Mecklenburger Blitz Verlag

Das Anzeigenblatt für Mecklenburg-Vorpommern

Keine Fußnoten

28.06.2016, Siegfried Spantig, Hagenow
Dieser Brief bezieht sich auf den Artikel "Zweck heiligt die Mittel"
im Schweriner Blitz vom 28.06.2016

Zu »Zweck heiligt die Mittel«, Blitz vom 26. Juni.
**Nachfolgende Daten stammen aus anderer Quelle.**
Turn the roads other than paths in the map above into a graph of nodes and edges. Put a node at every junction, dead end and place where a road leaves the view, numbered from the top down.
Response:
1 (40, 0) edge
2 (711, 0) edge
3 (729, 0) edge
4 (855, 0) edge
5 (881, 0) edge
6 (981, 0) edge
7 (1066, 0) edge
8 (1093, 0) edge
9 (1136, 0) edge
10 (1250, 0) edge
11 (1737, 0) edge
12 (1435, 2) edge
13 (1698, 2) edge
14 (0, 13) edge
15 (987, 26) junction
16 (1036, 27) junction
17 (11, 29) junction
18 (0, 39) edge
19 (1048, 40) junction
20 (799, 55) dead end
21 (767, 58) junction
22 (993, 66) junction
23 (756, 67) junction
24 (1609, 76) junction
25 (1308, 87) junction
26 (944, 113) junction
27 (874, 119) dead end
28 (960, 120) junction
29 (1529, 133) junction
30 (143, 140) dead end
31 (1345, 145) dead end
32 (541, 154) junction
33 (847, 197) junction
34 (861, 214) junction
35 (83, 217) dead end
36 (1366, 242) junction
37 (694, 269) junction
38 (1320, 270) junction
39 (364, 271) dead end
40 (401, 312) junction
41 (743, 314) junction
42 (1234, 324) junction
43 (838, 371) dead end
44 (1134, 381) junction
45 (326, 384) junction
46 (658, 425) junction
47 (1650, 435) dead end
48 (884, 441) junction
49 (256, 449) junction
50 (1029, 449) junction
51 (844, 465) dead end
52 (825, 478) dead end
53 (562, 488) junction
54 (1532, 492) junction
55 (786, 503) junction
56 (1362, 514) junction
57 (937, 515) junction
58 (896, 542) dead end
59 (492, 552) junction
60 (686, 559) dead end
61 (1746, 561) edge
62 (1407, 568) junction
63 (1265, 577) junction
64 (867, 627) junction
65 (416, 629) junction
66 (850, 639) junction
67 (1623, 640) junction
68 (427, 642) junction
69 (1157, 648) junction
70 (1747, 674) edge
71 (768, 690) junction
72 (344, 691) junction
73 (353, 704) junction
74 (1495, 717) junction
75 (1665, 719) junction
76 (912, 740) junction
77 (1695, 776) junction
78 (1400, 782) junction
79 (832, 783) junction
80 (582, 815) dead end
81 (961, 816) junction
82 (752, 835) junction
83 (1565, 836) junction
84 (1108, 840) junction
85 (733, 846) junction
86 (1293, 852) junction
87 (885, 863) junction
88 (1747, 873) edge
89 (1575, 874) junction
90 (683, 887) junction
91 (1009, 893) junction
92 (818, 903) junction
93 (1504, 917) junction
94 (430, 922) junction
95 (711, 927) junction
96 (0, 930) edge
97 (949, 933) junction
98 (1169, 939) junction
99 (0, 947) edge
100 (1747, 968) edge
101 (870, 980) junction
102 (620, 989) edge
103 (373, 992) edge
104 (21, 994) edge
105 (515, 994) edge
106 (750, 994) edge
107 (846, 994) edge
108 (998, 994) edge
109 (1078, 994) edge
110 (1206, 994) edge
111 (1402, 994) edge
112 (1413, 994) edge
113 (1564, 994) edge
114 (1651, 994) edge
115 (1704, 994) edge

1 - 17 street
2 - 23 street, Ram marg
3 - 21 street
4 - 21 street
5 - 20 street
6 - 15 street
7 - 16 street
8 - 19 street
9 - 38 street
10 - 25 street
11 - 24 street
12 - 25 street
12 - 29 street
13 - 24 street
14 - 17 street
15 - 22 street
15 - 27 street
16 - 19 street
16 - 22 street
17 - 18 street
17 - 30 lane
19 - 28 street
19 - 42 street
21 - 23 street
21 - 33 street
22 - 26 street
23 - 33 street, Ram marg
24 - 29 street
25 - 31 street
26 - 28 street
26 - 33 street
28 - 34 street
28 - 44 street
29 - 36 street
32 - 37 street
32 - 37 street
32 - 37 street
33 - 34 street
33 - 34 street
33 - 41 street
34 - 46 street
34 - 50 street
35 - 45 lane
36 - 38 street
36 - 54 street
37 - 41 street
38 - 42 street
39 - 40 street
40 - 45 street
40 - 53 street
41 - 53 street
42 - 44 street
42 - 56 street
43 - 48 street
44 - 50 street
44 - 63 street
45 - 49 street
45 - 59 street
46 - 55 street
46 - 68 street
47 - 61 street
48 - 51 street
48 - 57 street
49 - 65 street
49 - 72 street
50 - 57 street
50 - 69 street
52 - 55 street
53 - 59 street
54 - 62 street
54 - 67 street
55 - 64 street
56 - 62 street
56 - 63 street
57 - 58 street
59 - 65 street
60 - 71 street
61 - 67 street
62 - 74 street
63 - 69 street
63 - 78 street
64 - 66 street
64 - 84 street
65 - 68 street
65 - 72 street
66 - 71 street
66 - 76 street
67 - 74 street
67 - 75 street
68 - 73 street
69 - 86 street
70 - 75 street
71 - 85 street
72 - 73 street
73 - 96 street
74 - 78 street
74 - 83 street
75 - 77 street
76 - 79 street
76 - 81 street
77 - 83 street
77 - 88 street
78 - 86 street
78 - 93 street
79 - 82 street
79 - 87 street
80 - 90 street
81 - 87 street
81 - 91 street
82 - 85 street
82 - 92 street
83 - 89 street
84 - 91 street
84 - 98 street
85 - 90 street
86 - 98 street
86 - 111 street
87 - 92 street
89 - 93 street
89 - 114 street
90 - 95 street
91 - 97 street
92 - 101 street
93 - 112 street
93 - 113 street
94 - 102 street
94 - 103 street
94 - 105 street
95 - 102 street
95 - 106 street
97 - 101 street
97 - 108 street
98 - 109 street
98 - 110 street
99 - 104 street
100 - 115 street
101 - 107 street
Unlängst las ich, ein Dachdecker habe mit seiner Briefträgerin den Sozialismus in der DDR vermasselt, woran sie dann schließlich zu Grunde gegangen ist. Ich habe das anders erlebt: Eine bestimmende Mehrheit der Bürger der DDR wollte ihren Staat nicht mehr und die SU gab ihr »ladno« dazu. Damit war das Kapitel Diktatur der DDR abgeschlossen, für die Geschichte, nicht für manche Ex-DDR-Bürger. Die streiten darum, ob Deutsche in einer oder in zwei Diktaturen gelebt haben. Dabei wird allerdings vermieden zu sagen, was eine Diktatur ist, wie sich ihre wesentlichen Merkmale zeigen. Zu sagen NSDAP und SED standen auf einer Stufe, das ist keine Definition, nur Zungenschlag. Und dann kommt noch folgende Schwierigkeit hinzu: Die Diktatur der DDR richtete sich gegen etwas, das es in der DDR gar nicht gab: kapitalistische Banken, Konzerne, Kuponschneider, auch keine Leute, mit und ohne amtliche Würden, die von 1933 bis 1945 nicht nur schlicht gedient hatten. Daraus folgt, die BRD war kein antifaschistischer Staat und die DDR kein faschistischer. Vielmehr beherbergte die DDR eine Generation arbeitsamer, genügsamer Menschen, danach ging sie aus der lebenden Geschichte, die keine Fußnoten kennt. Und sie stört sich auch nicht daran, dass ihre Schreiber in diesem Falle nicht richtig hingucken.